David: And just the very idea that belief, from a very reductionist and objective standpoint, belief is just sort of fairy dust and it just floats in the ether. And this research suggests, as lots of other research suggests, that belief directly translates to biological effects. And that’s an important thing to know about your brain.
Kristi: Yeah, absolutely. I think belief – and again, we’re not talking about fairy dust beliefs. We’re not talking, necessarily, about anything that we don’t feel that at some point we could measure. So beliefs are directly related to changes in the chemistry and electricity of your brain. And so–
David: Because beliefs are chemistry and electricity to begin with, right?
Kristi: Exactly. And so, therefore, those patterns of chemistry and electricity that have been associated with these other things in your life – your gut peptides, for instance, and your movement – then those are patterns that we can tap into, over the course of time. When I talk in introductory psychology to my students, I’ll draw a neuron up on the board, and I’ll say, “Well this is how it works at this point,” and then I’ll say, “times a billion.” Because that’s what is actually happening. We’re very, very complicated, but our brain is so fabulous in making connections without our conscious awareness of them. And then doing things without our conscious awareness, and making decisions without our conscious awareness. So in that sense, I think this belief is – to me from a very reductionistic perspective, is just translating to patterns of behaviors that affect other things in your body.

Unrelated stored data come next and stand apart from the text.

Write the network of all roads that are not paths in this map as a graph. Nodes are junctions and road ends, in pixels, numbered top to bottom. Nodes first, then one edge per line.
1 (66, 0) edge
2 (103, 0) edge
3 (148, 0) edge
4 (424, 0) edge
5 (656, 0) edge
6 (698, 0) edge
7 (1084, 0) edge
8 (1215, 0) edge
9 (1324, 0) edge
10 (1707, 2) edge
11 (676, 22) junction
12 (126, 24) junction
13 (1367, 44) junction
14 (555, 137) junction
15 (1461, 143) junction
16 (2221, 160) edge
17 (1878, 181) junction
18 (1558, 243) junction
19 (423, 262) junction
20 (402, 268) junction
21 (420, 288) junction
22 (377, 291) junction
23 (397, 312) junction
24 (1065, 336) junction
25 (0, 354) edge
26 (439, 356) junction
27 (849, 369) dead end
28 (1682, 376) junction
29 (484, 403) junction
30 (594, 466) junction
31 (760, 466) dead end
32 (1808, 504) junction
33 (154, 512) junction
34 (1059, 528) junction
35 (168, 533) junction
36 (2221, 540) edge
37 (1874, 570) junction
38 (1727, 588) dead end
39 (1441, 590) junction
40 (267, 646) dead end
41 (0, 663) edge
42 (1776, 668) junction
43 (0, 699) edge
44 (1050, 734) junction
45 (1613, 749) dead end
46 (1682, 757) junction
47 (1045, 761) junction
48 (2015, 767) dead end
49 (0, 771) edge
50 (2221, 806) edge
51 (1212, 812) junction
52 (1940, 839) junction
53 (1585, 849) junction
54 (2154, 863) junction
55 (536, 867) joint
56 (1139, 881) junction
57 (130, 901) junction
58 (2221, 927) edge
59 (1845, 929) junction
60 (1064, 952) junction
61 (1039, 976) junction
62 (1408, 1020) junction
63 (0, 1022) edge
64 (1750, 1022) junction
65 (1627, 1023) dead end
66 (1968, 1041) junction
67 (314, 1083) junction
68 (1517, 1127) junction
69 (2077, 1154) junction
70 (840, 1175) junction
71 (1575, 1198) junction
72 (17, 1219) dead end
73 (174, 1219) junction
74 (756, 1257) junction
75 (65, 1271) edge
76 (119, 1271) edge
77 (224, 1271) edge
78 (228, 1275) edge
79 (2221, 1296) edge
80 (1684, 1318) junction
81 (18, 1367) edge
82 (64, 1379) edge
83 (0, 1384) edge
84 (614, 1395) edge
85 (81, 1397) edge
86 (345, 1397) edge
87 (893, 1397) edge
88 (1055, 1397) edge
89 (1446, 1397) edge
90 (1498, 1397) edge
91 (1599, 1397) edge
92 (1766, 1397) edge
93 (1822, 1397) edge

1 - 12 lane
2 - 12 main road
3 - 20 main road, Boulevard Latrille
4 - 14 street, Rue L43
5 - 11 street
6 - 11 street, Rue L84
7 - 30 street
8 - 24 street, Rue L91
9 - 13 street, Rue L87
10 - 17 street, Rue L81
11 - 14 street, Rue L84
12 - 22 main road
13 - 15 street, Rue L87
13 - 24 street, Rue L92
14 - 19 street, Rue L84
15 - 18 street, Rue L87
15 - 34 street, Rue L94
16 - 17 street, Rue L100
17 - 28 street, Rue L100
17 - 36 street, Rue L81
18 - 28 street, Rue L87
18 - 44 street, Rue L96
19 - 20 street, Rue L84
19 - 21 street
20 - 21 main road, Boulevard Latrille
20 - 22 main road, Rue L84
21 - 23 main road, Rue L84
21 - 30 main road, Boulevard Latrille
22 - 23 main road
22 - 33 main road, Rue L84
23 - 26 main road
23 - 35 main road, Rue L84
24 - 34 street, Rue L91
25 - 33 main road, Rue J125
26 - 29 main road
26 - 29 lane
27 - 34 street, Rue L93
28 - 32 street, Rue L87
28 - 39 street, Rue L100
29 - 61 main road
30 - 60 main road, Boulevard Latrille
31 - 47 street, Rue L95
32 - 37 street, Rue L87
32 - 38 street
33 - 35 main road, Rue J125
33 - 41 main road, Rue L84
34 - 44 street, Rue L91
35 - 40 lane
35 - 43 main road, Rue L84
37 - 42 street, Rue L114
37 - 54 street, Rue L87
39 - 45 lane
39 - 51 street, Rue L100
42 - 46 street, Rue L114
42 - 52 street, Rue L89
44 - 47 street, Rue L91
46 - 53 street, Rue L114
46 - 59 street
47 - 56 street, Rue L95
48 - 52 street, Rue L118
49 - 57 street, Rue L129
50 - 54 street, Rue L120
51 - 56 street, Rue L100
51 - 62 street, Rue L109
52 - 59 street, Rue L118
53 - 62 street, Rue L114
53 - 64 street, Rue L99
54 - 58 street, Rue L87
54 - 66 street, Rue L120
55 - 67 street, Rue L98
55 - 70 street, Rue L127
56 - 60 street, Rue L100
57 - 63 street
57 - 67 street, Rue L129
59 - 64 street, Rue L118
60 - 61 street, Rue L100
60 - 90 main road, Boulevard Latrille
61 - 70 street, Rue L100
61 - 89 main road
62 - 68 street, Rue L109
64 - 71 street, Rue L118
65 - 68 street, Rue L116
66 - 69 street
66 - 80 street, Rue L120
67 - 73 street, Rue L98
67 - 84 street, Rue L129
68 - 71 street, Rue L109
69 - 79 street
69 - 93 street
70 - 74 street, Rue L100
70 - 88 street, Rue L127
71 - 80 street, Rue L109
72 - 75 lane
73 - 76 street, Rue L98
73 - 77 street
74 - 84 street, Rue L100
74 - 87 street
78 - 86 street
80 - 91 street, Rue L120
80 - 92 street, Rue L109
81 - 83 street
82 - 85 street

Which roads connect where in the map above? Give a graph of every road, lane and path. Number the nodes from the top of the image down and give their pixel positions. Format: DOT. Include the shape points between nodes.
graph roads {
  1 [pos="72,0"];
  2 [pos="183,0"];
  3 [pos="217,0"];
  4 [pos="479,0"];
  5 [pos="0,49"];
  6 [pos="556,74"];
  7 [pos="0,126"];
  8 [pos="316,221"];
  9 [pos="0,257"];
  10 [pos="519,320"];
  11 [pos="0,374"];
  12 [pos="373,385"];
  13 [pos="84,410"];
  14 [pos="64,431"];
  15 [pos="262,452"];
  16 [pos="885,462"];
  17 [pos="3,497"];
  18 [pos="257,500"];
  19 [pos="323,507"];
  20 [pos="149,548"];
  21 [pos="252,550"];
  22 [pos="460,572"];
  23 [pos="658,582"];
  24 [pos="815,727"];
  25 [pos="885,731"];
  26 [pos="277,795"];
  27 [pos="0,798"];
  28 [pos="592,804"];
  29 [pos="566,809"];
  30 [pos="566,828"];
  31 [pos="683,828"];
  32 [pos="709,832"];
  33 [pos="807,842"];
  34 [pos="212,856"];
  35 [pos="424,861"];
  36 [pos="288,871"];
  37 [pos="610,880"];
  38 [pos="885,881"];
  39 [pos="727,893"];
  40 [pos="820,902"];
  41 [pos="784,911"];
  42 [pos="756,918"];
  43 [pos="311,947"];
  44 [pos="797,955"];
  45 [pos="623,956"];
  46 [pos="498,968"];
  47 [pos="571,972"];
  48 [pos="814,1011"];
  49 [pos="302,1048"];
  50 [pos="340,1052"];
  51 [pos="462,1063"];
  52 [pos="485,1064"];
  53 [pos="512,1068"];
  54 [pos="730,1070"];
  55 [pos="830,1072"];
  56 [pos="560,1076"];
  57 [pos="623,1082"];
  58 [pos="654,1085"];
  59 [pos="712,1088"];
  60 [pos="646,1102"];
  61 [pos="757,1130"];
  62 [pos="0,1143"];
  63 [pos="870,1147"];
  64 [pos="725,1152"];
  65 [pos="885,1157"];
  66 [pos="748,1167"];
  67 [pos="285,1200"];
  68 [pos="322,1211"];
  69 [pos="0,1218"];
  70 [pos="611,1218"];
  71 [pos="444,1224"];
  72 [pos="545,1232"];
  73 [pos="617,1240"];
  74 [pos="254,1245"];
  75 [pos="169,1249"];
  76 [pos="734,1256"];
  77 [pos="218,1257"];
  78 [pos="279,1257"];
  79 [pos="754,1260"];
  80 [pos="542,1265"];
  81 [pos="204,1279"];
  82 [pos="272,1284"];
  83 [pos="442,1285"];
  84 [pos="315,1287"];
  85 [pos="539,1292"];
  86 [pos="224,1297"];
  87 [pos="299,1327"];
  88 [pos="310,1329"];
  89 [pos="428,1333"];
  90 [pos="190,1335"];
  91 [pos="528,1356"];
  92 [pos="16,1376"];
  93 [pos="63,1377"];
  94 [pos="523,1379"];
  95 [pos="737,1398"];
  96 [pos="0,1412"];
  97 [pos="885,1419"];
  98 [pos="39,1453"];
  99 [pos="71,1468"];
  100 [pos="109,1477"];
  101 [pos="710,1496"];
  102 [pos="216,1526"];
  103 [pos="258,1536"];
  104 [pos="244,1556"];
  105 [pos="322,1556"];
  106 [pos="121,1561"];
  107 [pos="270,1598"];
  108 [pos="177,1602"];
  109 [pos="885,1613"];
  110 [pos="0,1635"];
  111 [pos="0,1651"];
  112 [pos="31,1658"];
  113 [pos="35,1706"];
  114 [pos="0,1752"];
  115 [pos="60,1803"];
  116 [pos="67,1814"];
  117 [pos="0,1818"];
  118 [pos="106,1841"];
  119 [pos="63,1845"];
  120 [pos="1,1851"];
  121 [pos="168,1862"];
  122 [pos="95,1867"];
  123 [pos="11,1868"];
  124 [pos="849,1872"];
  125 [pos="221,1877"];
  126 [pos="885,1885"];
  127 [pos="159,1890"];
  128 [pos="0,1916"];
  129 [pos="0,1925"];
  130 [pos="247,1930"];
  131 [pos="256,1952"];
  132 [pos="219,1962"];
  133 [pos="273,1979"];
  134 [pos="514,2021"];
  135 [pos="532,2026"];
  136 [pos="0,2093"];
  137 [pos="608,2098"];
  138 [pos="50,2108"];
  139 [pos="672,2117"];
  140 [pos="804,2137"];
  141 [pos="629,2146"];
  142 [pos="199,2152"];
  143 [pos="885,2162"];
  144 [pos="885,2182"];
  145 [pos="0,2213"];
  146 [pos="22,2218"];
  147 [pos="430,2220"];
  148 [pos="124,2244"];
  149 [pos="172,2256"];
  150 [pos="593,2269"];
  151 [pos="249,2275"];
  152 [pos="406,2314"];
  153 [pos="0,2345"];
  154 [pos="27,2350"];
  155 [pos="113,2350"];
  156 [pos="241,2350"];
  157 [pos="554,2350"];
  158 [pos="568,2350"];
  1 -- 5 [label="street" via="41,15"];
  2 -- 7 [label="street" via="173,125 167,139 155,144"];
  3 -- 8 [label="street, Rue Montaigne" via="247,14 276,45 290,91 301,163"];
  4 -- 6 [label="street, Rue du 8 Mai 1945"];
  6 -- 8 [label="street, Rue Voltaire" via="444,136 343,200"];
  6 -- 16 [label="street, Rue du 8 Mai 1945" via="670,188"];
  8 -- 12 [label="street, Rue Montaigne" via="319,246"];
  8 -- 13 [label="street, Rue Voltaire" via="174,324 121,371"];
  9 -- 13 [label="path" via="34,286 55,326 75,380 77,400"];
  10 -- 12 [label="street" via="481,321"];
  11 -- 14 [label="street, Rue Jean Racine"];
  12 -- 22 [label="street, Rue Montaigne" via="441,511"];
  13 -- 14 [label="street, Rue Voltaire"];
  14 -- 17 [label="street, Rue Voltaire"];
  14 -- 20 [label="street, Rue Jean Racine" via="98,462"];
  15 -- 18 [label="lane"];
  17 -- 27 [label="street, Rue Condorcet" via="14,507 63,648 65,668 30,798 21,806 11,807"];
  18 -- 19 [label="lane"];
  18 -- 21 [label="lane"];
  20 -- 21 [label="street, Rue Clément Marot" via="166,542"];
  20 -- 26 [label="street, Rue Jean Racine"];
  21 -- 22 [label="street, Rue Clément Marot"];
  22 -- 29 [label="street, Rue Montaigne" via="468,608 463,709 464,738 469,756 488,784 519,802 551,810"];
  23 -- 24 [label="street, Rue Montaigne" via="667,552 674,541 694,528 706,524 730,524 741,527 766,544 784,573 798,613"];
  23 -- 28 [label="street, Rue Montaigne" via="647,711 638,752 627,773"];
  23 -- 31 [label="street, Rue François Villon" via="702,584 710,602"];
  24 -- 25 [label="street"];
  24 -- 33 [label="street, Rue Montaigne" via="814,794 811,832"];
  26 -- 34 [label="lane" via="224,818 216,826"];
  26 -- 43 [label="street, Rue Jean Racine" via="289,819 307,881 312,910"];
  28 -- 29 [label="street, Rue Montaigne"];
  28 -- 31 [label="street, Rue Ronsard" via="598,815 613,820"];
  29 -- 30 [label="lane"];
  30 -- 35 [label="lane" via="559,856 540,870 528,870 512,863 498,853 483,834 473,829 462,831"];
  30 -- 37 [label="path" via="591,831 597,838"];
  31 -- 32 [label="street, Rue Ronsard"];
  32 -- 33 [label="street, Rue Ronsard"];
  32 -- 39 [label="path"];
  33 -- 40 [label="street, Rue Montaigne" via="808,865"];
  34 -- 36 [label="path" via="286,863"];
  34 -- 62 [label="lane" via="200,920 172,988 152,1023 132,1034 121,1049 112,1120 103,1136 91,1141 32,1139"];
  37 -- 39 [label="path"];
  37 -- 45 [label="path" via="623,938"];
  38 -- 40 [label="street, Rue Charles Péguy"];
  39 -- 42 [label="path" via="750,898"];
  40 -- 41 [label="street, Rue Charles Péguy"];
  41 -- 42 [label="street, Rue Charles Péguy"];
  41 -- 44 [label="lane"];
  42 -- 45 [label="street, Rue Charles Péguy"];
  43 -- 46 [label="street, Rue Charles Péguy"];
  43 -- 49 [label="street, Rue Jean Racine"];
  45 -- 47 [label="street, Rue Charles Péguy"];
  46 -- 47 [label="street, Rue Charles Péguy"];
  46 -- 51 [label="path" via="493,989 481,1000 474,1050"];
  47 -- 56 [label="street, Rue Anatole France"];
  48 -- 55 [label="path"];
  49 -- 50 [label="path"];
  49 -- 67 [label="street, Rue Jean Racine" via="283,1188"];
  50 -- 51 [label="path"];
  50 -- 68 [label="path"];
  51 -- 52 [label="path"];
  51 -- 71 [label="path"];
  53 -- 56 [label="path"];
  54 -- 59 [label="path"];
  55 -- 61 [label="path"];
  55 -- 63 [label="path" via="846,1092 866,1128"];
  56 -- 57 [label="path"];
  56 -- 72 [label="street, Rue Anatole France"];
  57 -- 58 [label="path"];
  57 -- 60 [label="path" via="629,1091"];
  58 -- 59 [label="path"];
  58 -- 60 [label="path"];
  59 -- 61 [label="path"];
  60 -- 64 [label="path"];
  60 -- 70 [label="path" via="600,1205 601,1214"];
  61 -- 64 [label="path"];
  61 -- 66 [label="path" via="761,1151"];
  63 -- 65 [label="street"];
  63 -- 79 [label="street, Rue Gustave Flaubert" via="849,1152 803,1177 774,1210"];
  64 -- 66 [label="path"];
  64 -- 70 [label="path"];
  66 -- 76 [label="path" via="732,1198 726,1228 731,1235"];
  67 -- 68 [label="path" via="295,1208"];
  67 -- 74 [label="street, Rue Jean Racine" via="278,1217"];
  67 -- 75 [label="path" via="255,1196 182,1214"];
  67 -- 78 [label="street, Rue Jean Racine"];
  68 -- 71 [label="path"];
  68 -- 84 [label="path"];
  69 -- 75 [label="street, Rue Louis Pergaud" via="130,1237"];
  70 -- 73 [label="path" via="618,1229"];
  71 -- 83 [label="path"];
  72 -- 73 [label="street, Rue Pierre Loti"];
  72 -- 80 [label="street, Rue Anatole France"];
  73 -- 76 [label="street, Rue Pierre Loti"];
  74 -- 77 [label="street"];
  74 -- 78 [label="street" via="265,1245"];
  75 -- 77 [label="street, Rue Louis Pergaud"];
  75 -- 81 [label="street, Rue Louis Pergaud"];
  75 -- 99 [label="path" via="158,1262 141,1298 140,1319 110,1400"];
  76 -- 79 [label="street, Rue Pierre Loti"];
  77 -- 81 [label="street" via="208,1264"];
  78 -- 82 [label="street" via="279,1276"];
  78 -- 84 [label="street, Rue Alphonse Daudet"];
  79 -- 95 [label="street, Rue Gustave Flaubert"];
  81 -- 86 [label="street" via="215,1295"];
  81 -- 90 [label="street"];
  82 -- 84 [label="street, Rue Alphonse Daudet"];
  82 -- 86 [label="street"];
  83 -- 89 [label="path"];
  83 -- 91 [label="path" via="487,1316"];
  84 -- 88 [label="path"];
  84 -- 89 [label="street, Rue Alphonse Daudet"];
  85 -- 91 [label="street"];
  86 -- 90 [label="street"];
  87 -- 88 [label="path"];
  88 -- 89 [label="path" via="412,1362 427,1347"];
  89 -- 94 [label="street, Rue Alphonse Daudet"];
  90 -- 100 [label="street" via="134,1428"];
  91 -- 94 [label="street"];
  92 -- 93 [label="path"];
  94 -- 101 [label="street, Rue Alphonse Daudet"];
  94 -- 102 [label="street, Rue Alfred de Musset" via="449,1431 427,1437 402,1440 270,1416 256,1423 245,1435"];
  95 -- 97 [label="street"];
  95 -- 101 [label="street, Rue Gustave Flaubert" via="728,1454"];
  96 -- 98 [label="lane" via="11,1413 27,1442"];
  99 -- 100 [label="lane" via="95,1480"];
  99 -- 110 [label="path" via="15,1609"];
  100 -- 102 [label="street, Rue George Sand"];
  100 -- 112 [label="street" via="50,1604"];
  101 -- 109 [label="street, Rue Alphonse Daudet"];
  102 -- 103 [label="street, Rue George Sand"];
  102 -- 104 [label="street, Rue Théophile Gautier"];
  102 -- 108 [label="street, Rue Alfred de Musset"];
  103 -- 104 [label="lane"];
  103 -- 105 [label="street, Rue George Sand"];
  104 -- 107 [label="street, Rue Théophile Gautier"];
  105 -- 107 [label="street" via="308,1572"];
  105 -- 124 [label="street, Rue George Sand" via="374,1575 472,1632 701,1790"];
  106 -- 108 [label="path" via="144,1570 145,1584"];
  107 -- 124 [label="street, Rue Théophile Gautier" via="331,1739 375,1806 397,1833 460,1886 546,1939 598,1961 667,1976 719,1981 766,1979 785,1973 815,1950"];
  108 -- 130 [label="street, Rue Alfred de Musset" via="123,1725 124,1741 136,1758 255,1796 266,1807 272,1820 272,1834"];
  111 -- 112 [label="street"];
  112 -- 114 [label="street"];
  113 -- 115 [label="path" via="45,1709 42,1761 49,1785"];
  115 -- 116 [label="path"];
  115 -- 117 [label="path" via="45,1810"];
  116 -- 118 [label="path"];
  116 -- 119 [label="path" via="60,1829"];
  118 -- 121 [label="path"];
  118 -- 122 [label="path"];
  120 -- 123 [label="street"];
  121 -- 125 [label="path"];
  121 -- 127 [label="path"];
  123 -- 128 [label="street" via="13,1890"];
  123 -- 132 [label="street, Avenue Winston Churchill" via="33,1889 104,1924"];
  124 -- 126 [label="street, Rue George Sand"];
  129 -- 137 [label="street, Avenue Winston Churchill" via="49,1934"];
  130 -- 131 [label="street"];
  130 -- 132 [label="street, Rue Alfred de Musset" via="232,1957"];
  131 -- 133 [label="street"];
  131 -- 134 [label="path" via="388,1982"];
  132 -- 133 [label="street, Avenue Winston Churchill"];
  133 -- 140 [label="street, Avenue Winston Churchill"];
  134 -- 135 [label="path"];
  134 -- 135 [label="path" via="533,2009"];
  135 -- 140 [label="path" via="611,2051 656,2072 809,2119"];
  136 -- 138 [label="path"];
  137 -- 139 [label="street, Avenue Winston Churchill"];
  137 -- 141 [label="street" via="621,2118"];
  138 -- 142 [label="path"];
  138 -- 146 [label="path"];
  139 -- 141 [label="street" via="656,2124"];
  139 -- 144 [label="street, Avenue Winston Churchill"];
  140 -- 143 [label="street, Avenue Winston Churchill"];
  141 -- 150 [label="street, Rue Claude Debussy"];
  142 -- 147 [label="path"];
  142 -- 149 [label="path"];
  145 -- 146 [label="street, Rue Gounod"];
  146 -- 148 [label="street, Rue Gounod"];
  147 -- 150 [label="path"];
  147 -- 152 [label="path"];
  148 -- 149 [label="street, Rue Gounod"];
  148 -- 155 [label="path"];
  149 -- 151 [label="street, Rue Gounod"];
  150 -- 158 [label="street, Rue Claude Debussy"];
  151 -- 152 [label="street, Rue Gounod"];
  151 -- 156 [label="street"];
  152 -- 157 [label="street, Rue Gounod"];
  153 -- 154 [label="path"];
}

David: That is a great place to head out; I love it. Look, people are going to want to find you, keep up with you, learn more about what you’re up to. How can someone find you on the internet?
Kristi: Well I’m actually pretty easy to find, because I have somewhat of a unique name with a unique spelling; I think there’s only two Kristi Erdal’s in the United States. So the Kristi is K-R-I-S-T-I, the last name is Erdal: E-R-D-A-L, and I’m a professor at Colorado College. So if people do have questions, I’m happy to answer them. And it’s a fun conversation to have.
David: Yeah, and what are you working on next? What coming up next?
Kristi: Well next I do have another paper, in a completely different direction, with a student that’s in the pipeline right now. And she was looking at Post Traumatic Stress Disorder in Uganda. So a very different thesis that she did. But for my own interests, I’m a clinical neuropsychologist, and I’ve done research in sport related concussion, and things like that. And I’m really interested in – actually, for the first time, and maybe I could get your input on this – is writing a book about youth sports.
David: Oh yeah, we’ll talk about that. Sure.
Kristi: Everything we’re doing wrong in the United States, in contrast to the research. So that’s my next big project. The other interest in sport superstitions, that we’ve done with another student of mine did a paper on. It is, I think, connects the superstition research along with the placebo research in really interesting ways too.
David: Great, well I love that you’re doing all this work, and I really appreciate it. And I thank you so much for coming on the show.
Kristi: Hey thanks so much for having me, this is really fun.